Immunoglobulins (IgG) from patients with Graves' disease increase inositol phosphate (IP) as well as cAMP production in rat thyroid FRTL-5 cells; IgGs from normal control subjects do not. Graves' IgG- and TSH-induced IP formation is inhibited by blocking TSH receptor (TSHR) antibodies from hypothyroid patients with primary myxedema, as is the cAMP response; this suggests that the Graves' IgG are acting through the TSHR to induce both the cAMP and phosphatidylinositol 4,5-biphosphate signal cascades in FRTL-5 thyroid cells as in cells with recombinant TSHR. Optimal conditions for measuring the Graves' IgG-induced IP increase include a NaCl-free Hanks' Balanced Salt Solution (HBSS) buffer system and a P-1 purinergic receptor agonist; the action of each is additive. Optimization by NaCl-free HBSS is similar to that observed in cAMP assays and is specific for TSH or Graves' IgG; thus, NaCl-free HBSS did not affect ATP-induced, and actually inhibited norepinephrine-induced, IP production in FRTL-5 cells.
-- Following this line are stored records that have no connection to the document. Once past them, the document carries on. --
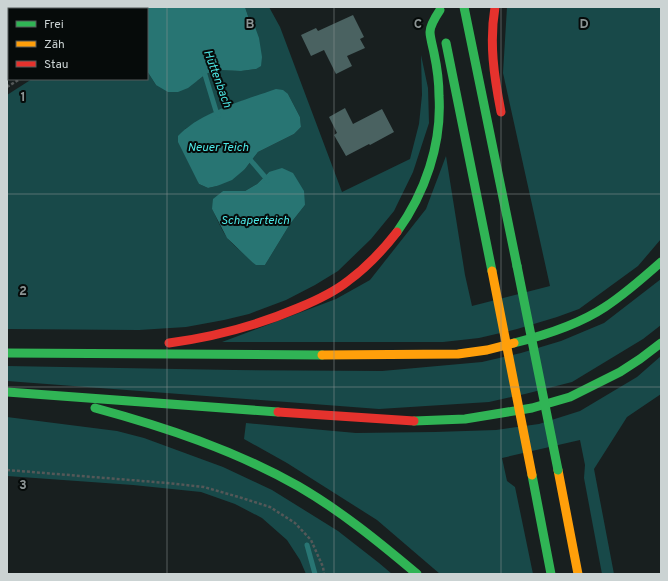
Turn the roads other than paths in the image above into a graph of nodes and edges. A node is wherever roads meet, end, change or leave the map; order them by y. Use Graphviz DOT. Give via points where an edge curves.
graph roads {
  1 [pos="464,7"];
  2 [pos="495,7"];
  3 [pos="439,8"];
  4 [pos="503,123"];
  5 [pos="502,153"];
  6 [pos="497,168"];
  7 [pos="661,262"];
  8 [pos="163,343"];
  9 [pos="661,343"];
  10 [pos="148,345"];
  11 [pos="7,353"];
  12 [pos="70,353"];
  13 [pos="7,392"];
  14 [pos="39,394"];
  15 [pos="416,574"];
  16 [pos="551,574"];
  17 [pos="578,574"];
  1 -- 6 [label="highway"];
  2 -- 4 [label="highway" via="492,57"];
  3 -- 8 [label="highway" via="430,32 440,103 434,155 401,227 370,263 353,278 312,302 285,314 226,333"];
  3 -- 16 [label="highway, bridge"];
  5 -- 6 [label="highway"];
  6 -- 17 [label="highway, bridge"];
  7 -- 12 [label="highway" via="619,297 581,320 542,336 487,350 458,354 368,355"];
  9 -- 14 [label="highway" via="620,372 570,397 532,408 464,419 410,421 356,418"];
  10 -- 12 [label="highway"];
  11 -- 12 [label="highway"];
  13 -- 14 [label="highway"];
  14 -- 15 [label="highway" via="152,424 238,456 317,498 350,520"];
}
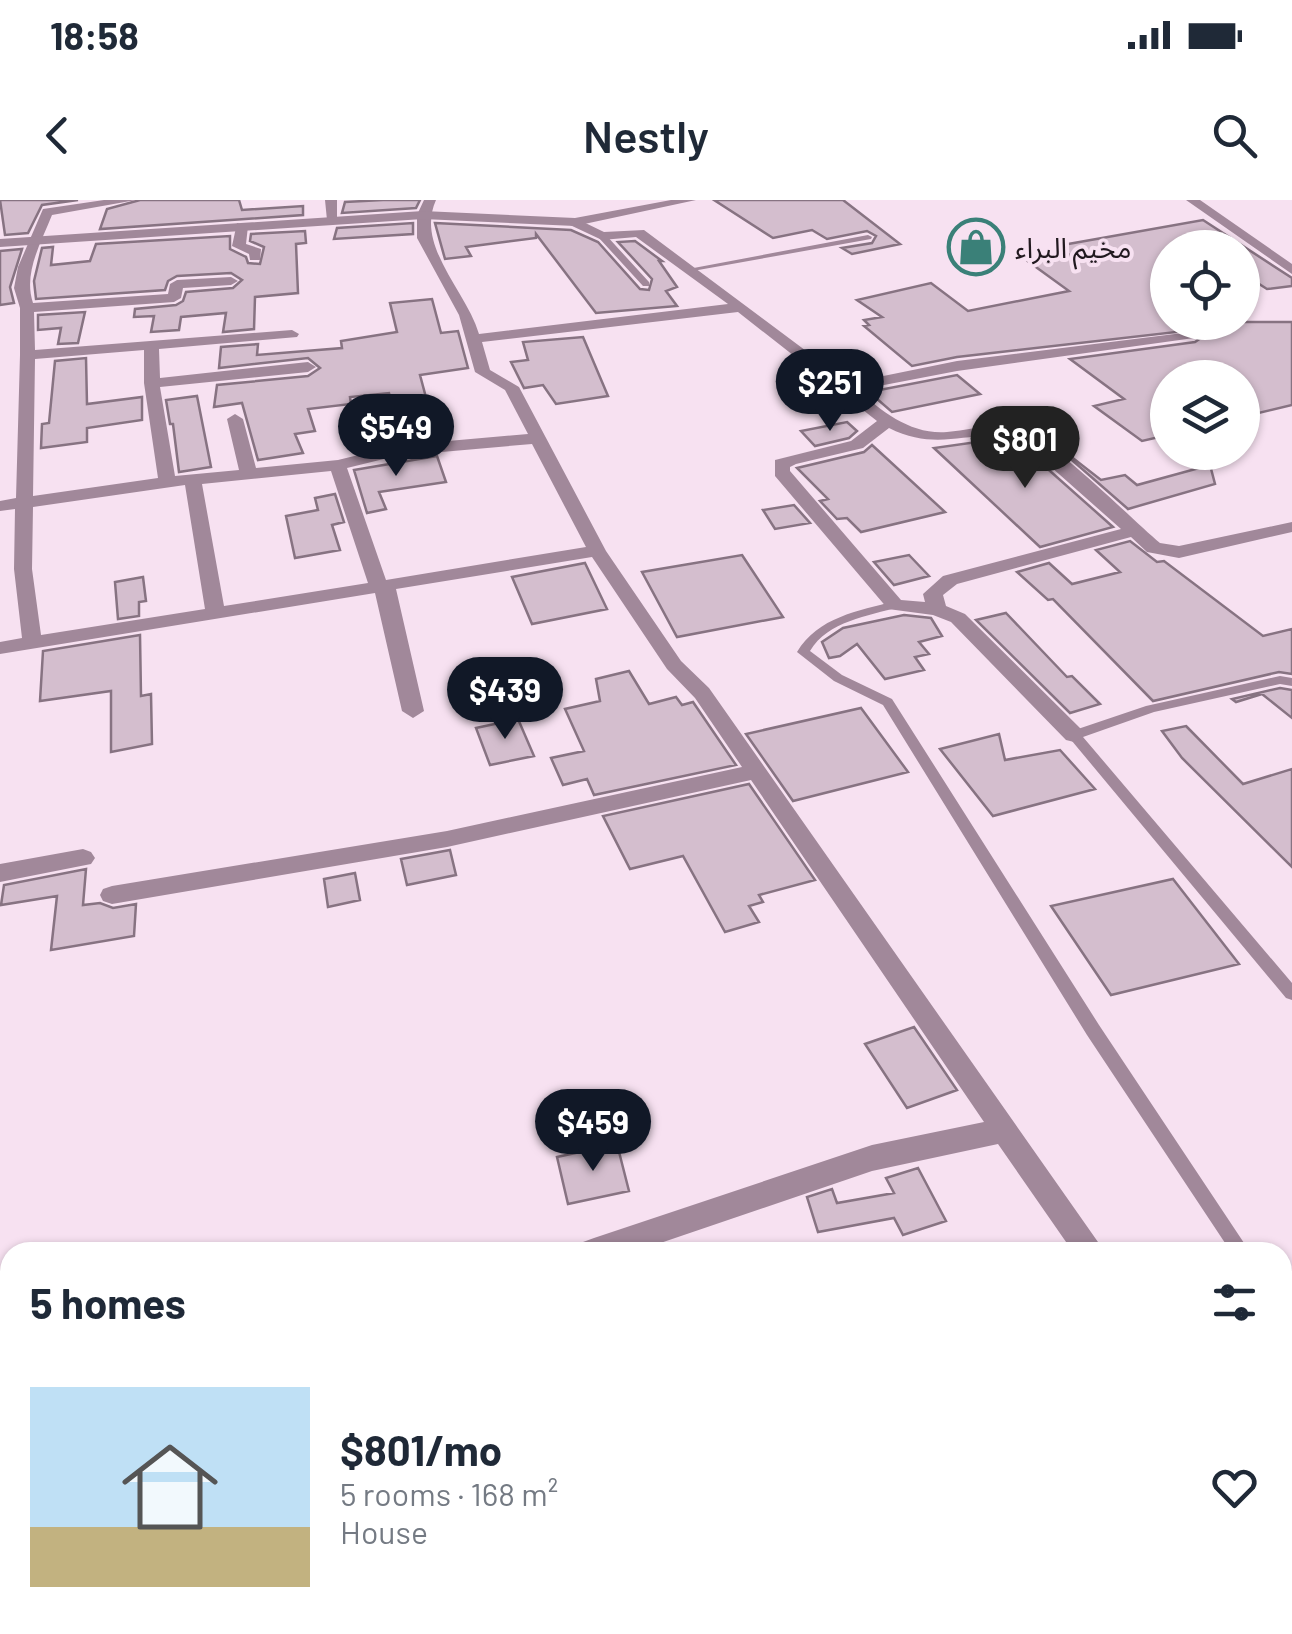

The P-1 purinergic receptor agonist acts via receptor cross-talk, which also allows further optimization of cAMP assays. Thus, adenosine deaminase improves Graves' IgG-induced cAMP production by removing adenosine from the medium. Although NaCl-free HBSS improved TSH- or Graves' IgG-induced IP and cAMP production in cells with recombinant TSHR; the modulatory action of phenylisopropyladenosine was lost.